WORK REQUEST: A single figure is wanted: the count of lines below containing the string "Right".

SUPPLIED MATERIAL:
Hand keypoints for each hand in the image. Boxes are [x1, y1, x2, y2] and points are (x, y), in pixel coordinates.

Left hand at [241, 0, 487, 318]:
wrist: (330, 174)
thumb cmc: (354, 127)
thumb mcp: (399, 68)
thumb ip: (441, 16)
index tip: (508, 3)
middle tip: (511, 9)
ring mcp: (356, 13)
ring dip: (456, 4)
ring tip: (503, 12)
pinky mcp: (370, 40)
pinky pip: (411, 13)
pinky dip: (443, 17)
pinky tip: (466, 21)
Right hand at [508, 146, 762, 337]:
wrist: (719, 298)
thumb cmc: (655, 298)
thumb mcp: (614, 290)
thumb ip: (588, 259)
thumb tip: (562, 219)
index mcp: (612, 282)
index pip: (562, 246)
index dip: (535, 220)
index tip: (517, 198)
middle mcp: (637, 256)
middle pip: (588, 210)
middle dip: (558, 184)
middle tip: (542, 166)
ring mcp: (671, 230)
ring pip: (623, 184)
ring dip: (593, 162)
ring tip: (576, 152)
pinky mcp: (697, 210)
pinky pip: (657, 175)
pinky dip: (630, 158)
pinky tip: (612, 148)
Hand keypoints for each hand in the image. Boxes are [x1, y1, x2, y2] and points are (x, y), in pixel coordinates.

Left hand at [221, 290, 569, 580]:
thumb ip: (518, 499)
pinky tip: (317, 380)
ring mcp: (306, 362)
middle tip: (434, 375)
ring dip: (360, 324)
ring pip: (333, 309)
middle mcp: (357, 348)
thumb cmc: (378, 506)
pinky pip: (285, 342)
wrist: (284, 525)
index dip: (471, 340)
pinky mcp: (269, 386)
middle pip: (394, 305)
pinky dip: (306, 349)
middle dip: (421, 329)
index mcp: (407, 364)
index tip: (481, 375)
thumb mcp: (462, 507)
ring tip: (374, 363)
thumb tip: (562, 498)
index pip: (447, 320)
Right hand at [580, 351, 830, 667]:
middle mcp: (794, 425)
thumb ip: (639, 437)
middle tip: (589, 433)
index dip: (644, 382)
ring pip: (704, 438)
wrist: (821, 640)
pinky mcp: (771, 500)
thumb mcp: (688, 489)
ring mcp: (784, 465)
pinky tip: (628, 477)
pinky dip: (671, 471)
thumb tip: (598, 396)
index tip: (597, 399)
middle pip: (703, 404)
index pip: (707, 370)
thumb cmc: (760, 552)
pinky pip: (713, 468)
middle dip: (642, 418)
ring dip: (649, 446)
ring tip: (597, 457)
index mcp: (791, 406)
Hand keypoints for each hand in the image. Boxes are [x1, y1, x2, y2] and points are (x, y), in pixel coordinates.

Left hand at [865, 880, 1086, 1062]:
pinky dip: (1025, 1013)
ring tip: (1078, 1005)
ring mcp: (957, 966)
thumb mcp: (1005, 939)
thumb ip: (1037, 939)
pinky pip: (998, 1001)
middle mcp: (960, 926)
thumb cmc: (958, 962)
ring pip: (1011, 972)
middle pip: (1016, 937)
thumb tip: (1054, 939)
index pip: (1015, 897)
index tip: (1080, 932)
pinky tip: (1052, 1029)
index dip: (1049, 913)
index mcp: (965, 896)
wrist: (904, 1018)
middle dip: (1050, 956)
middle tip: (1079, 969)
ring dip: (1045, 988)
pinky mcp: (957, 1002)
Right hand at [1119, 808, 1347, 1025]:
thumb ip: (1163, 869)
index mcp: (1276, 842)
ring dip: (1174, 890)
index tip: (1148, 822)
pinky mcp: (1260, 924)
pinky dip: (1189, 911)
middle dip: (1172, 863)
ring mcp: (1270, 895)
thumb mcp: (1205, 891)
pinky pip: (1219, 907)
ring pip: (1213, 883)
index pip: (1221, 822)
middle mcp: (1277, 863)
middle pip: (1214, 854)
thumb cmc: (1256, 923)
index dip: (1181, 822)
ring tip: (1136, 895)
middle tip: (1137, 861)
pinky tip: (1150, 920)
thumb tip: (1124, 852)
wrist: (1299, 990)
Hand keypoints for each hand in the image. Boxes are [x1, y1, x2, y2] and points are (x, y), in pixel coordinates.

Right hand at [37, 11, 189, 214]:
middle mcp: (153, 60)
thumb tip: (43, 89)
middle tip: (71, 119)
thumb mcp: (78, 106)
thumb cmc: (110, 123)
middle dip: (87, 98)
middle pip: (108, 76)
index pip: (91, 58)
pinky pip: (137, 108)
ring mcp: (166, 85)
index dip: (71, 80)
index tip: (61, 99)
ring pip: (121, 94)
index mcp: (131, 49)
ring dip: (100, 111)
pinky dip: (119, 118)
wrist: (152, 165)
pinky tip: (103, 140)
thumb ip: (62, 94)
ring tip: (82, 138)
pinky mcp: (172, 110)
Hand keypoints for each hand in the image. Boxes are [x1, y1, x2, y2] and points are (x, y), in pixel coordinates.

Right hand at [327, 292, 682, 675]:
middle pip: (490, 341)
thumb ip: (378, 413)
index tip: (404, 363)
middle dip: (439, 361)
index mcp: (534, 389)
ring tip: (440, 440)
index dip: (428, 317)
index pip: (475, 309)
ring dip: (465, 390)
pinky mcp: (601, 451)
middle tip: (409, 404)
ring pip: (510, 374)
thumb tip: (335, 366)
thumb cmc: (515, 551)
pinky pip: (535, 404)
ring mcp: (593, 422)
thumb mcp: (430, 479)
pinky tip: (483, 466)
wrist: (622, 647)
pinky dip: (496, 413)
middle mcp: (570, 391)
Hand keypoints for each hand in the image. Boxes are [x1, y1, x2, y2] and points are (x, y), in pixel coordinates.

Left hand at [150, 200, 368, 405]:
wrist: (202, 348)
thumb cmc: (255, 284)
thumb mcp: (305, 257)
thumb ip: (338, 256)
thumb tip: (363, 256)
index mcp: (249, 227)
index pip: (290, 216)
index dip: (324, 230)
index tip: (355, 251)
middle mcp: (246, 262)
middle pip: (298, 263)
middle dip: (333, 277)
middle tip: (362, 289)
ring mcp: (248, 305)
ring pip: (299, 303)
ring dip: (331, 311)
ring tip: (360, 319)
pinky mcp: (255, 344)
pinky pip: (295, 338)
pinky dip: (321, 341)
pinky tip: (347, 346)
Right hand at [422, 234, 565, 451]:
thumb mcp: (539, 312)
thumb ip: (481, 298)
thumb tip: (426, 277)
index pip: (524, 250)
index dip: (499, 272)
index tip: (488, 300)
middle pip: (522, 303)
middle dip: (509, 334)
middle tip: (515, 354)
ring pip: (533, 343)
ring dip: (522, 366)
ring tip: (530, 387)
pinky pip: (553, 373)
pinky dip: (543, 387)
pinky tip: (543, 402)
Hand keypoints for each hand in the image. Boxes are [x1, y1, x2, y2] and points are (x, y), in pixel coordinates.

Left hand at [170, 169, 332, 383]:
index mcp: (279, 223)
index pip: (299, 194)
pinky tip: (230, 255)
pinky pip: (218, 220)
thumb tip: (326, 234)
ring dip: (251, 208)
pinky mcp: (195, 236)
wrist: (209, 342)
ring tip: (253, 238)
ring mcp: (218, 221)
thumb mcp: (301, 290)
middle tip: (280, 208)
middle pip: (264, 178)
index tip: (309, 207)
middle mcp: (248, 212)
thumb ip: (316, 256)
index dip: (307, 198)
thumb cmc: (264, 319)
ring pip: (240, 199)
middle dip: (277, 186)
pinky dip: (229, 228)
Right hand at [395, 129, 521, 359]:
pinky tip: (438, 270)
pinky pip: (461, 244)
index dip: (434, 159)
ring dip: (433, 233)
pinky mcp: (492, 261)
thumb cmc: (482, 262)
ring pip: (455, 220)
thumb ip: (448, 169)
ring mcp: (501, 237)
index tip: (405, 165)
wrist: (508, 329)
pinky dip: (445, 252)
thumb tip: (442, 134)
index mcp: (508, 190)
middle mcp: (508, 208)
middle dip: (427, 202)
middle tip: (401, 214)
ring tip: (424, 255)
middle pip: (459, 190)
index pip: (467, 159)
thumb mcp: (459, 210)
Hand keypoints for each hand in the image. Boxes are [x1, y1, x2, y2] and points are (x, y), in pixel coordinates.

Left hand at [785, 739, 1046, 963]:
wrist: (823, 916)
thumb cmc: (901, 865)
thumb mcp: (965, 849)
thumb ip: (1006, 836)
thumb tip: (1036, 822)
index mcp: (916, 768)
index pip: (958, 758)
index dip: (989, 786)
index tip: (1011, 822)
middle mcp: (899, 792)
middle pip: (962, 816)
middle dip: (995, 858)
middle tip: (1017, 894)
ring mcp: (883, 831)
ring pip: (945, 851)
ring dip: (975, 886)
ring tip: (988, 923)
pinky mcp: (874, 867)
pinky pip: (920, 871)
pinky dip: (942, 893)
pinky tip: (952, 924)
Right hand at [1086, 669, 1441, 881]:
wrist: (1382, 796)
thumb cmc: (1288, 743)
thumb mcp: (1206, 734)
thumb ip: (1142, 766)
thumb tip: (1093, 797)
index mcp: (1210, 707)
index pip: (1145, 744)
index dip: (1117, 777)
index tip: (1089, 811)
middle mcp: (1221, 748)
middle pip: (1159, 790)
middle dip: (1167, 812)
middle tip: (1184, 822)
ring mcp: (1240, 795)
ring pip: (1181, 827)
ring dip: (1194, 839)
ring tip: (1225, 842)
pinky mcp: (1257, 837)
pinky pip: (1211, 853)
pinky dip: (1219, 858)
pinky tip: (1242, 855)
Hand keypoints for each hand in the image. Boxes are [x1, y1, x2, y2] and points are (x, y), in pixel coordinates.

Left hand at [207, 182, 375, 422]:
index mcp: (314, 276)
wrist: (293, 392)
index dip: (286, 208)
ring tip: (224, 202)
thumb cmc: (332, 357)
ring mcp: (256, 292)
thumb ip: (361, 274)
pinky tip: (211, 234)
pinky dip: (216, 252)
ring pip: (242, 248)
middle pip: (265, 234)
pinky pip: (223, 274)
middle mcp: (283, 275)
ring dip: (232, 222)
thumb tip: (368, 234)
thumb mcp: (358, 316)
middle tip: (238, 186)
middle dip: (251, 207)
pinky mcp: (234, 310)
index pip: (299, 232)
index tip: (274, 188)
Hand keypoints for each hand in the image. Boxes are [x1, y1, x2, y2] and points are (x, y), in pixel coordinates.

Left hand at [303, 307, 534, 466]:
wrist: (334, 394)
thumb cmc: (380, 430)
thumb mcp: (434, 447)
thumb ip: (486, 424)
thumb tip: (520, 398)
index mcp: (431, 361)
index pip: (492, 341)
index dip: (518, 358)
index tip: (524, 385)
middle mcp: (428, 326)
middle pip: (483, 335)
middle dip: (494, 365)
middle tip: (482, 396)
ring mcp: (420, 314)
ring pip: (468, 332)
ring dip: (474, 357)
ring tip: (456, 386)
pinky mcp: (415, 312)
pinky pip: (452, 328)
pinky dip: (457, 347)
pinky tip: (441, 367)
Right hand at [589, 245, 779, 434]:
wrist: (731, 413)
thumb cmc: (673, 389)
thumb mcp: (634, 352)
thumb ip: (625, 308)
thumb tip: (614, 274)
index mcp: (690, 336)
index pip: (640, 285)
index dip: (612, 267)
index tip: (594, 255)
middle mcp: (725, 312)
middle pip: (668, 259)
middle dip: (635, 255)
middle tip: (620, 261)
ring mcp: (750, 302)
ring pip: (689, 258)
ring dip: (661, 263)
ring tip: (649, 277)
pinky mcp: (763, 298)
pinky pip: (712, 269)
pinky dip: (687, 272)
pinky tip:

RESULT BELOW: 9